しかし、ここからカツが踏ん張ってくれて、ぐんぐん順位を上げ、30周目にはセブンスターホンダ、ヨシムラに続く3番手に浮上。カツも、タイムをバラつかせながら懸命に走ってくれて、いいポジションまで追い上げてくれました。
1回走行を終えて、体調は十分。走行を終わって、体じゅうの熱を取るのにプールに入って、それからライダールームで休憩をすると、次の準備まで正味30分ほどしか休めないんですが、体調は万全。これほど暑くなかったとはいえ、ル・マンで2時間連続走行をしたことを考えれば、体調はぜんぜん心配ありませんでした。

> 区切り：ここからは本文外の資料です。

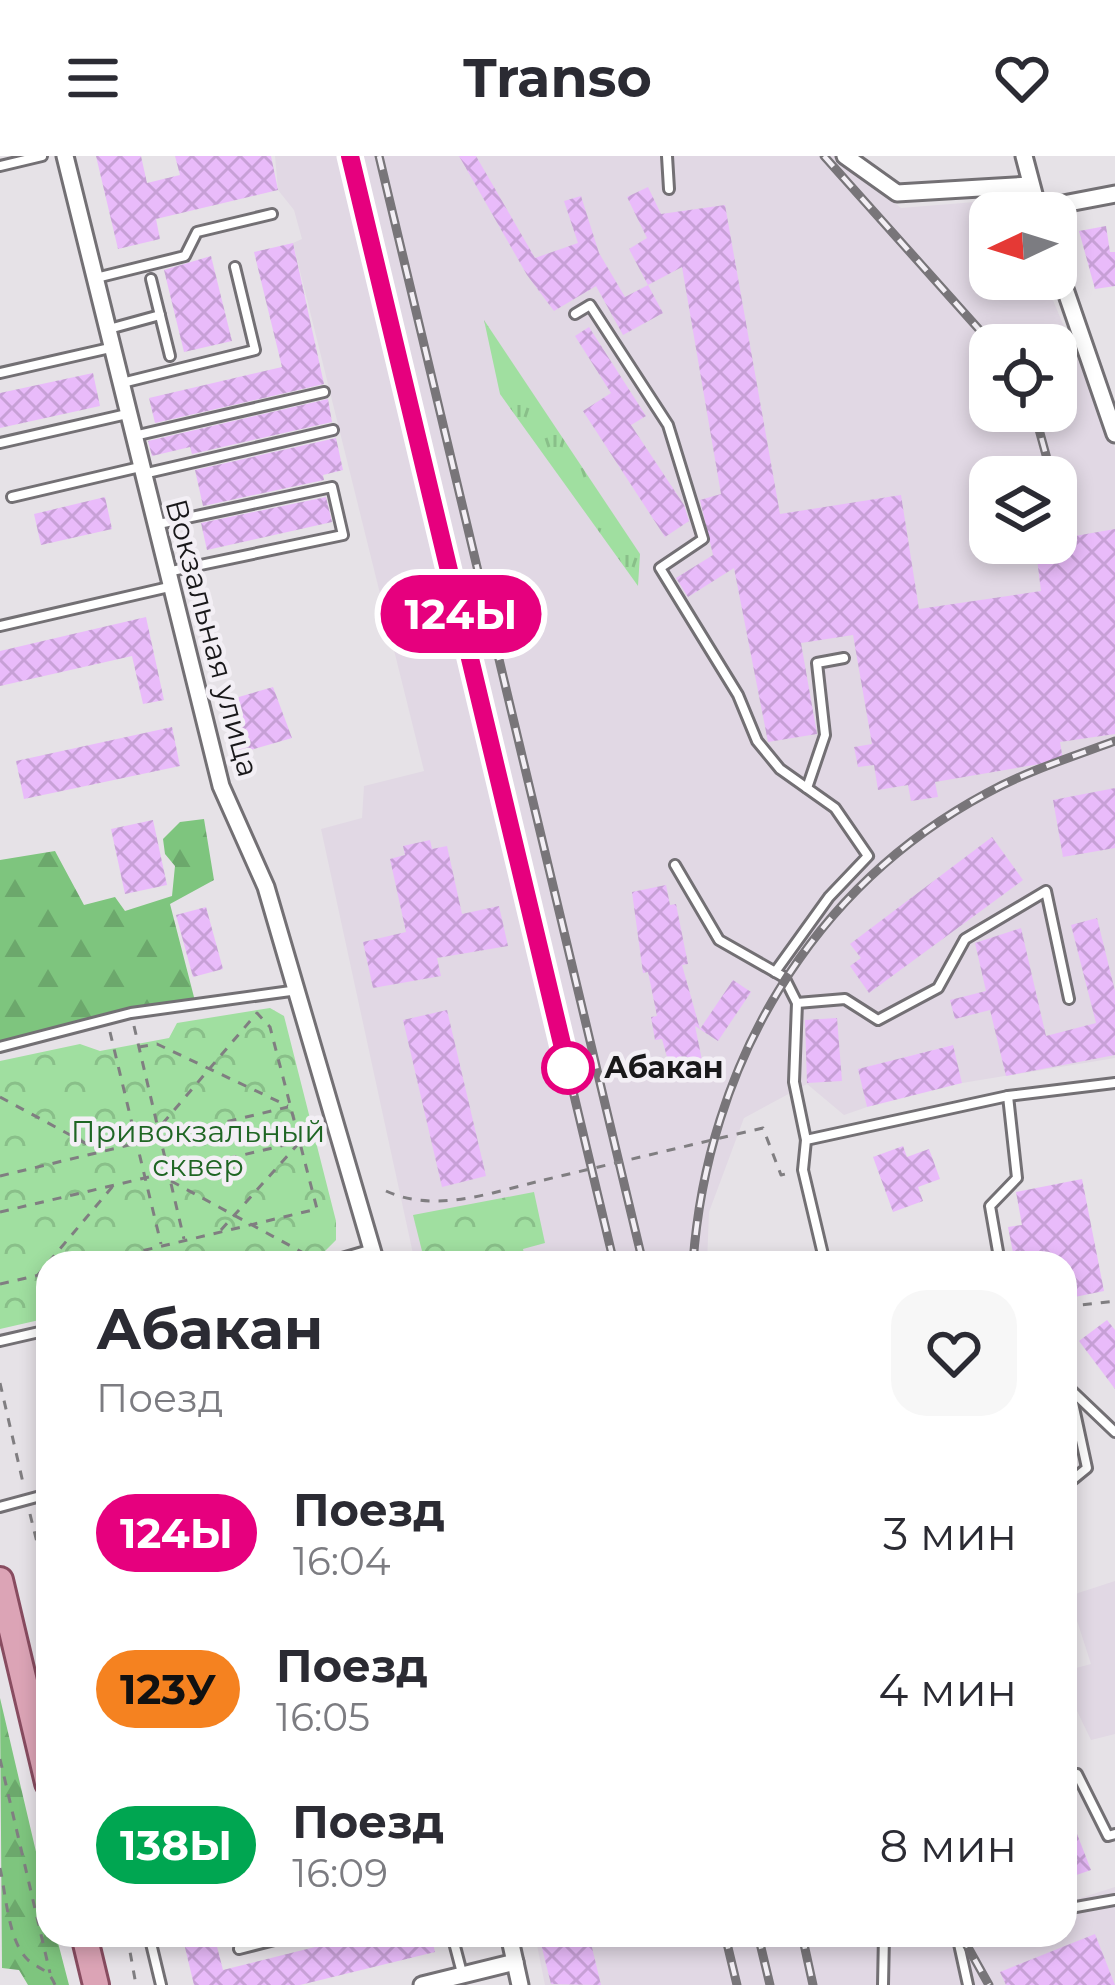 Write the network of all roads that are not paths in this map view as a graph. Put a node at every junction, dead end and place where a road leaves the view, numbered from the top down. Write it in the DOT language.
graph roads {
  1 [pos="42,156"];
  2 [pos="65,156"];
  3 [pos="667,156"];
  4 [pos="845,156"];
  5 [pos="1024,156"];
  6 [pos="0,166"];
  7 [pos="1030,184"];
  8 [pos="669,189"];
  9 [pos="1032,192"];
  10 [pos="1115,194"];
  11 [pos="1077,202"];
  12 [pos="272,214"];
  13 [pos="235,267"];
  14 [pos="95,278"];
  15 [pos="151,279"];
  16 [pos="1069,300"];
  17 [pos="575,314"];
  18 [pos="160,315"];
  19 [pos="107,329"];
  20 [pos="112,347"];
  21 [pos="170,356"];
  22 [pos="0,373"];
  23 [pos="120,383"];
  24 [pos="324,392"];
  25 [pos="128,414"];
  26 [pos="333,430"];
  27 [pos="1115,434"];
  28 [pos="133,437"];
  29 [pos="0,443"];
  30 [pos="141,471"];
  31 [pos="11,497"];
  32 [pos="154,525"];
  33 [pos="167,580"];
  34 [pos="0,626"];
  35 [pos="844,658"];
  36 [pos="807,788"];
  37 [pos="675,865"];
  38 [pos="775,972"];
  39 [pos="299,989"];
  40 [pos="1069,999"];
  41 [pos="797,1003"];
  42 [pos="0,1047"];
  43 [pos="1115,1084"];
  44 [pos="1008,1096"];
  45 [pos="806,1140"];
  46 [pos="373,1251"];
  47 [pos="822,1251"];
  48 [pos="998,1251"];
  49 [pos="36,1333"];
  50 [pos="0,1341"];
  51 [pos="1077,1398"];
  52 [pos="1077,1428"];
  53 [pos="1115,1432"];
  54 [pos="1077,1476"];
  55 [pos="36,1497"];
  56 [pos="0,1507"];
  57 [pos="0,1580"];
  58 [pos="8,1652"];
  59 [pos="36,1744"];
  60 [pos="1077,1774"];
  61 [pos="1115,1834"];
  62 [pos="1114,1904"];
  63 [pos="1077,1908"];
  64 [pos="87,1947"];
  65 [pos="152,1947"];
  66 [pos="247,1947"];
  67 [pos="455,1947"];
  68 [pos="511,1947"];
  69 [pos="884,1947"];
  70 [pos="960,1947"];
  71 [pos="239,1949"];
  72 [pos="514,1962"];
  73 [pos="462,1974"];
  74 [pos="96,1985"];
  75 [pos="161,1985"];
  76 [pos="422,1985"];
  77 [pos="520,1985"];
  78 [pos="883,1985"];
  79 [pos="968,1985"];
  1 -- 6 [label="lane"];
  2 -- 14 [label="street, Вокзальная улица"];
  3 -- 8 [label="lane"];
  4 -- 7 [label="street"];
  5 -- 7 [label="street"];
  7 -- 9 [label="street"];
  10 -- 11 [label="street"];
  12 -- 14 [label="lane"];
  13 -- 23 [label="lane"];
  14 -- 19 [label="street, Вокзальная улица"];
  15 -- 18 [label="lane"];
  16 -- 27 [label="street"];
  17 -- 36 [label="lane"];
  18 -- 19 [label="lane"];
  18 -- 21 [label="lane"];
  19 -- 20 [label="street, Вокзальная улица"];
  20 -- 22 [label="lane"];
  20 -- 23 [label="street, Вокзальная улица"];
  23 -- 25 [label="street, Вокзальная улица"];
  24 -- 28 [label="lane"];
  25 -- 28 [label="street, Вокзальная улица"];
  25 -- 29 [label="lane"];
  26 -- 30 [label="lane"];
  28 -- 30 [label="street, Вокзальная улица"];
  30 -- 31 [label="lane"];
  30 -- 32 [label="street, Вокзальная улица"];
  32 -- 33 [label="street, Вокзальная улица"];
  32 -- 33 [label="lane"];
  33 -- 34 [label="lane"];
  33 -- 39 [label="street, Вокзальная улица"];
  35 -- 36 [label="lane"];
  36 -- 38 [label="lane"];
  37 -- 38 [label="lane"];
  38 -- 41 [label="lane"];
  39 -- 42 [label="lane"];
  39 -- 46 [label="street, Вокзальная улица"];
  40 -- 41 [label="lane"];
  41 -- 45 [label="lane"];
  43 -- 44 [label="lane"];
  44 -- 45 [label="lane"];
  44 -- 48 [label="lane"];
  45 -- 47 [label="lane"];
  49 -- 50 [label="lane"];
  51 -- 53 [label="lane"];
  52 -- 54 [label="lane"];
  55 -- 56 [label="lane"];
  57 -- 58 [label="main road"];
  58 -- 59 [label="main road"];
  60 -- 61 [label="lane"];
  62 -- 63 [label="lane"];
  64 -- 74 [label="main road"];
  65 -- 75 [label="lane"];
  66 -- 71 [label="lane"];
  67 -- 73 [label="lane"];
  68 -- 72 [label="street"];
  69 -- 78 [label="lane"];
  70 -- 79 [label="lane"];
  72 -- 73 [label="street"];
  72 -- 77 [label="street"];
  73 -- 76 [label="street"];
}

カツと交代して、2回目の走行。このあたりでレースはずいぶん落ち着いてきて、コース上は周回遅れだらけ。コースコンディションも、いたるところにオイル染みとか汚れ、ブラックマークがついていて、いつものつもりで走ると、足元をすくわれそうになることが多い時間帯。順位はセブンスターホンダ、ヨシムラに続く3番手をキープして、4番手の岡田さん/長純組の阪神タイガースホンダを引き離せていました。トップと同一周回はこの3台だけ。2番手ヨシムラまで50秒、そこからトップまでさらに1分の差はありますが、レースは最後まで何があるか分からない、と自分に言い聞かせて走り続けました。
カツにバトンを渡しても順位は3番手のまま。4位には浜口君/森脇君のウィダーホンダ学園が上がってきても、4番手までの差は十分。そして僕の3回目の走行では、コースコンディションの悪さに体が慣れて、路面温度も落ち着いてきたことから、僕のペースはまた上がりました。2回目の走行では13秒から15秒のバラツキが、12秒から13秒のペースでコンスタントに周回することができる。初回走行のときに1周だけ出した11秒台も出て、ペース、体力とも上々。とにかくヨシムラとホンダを追いかけるだけ、というレースを続けていました。
カツにバトンを渡して、いつものように休憩。まだあきらめない、まだ何があるか分からない、と気持ちは落ちていませんでした。マッサージを受けて、休憩して、栄養を取って――。さぁそろそろ最後の走行に向けて着替えるか、といったころ、ライダールームのモニターにカツの姿が映し出されました。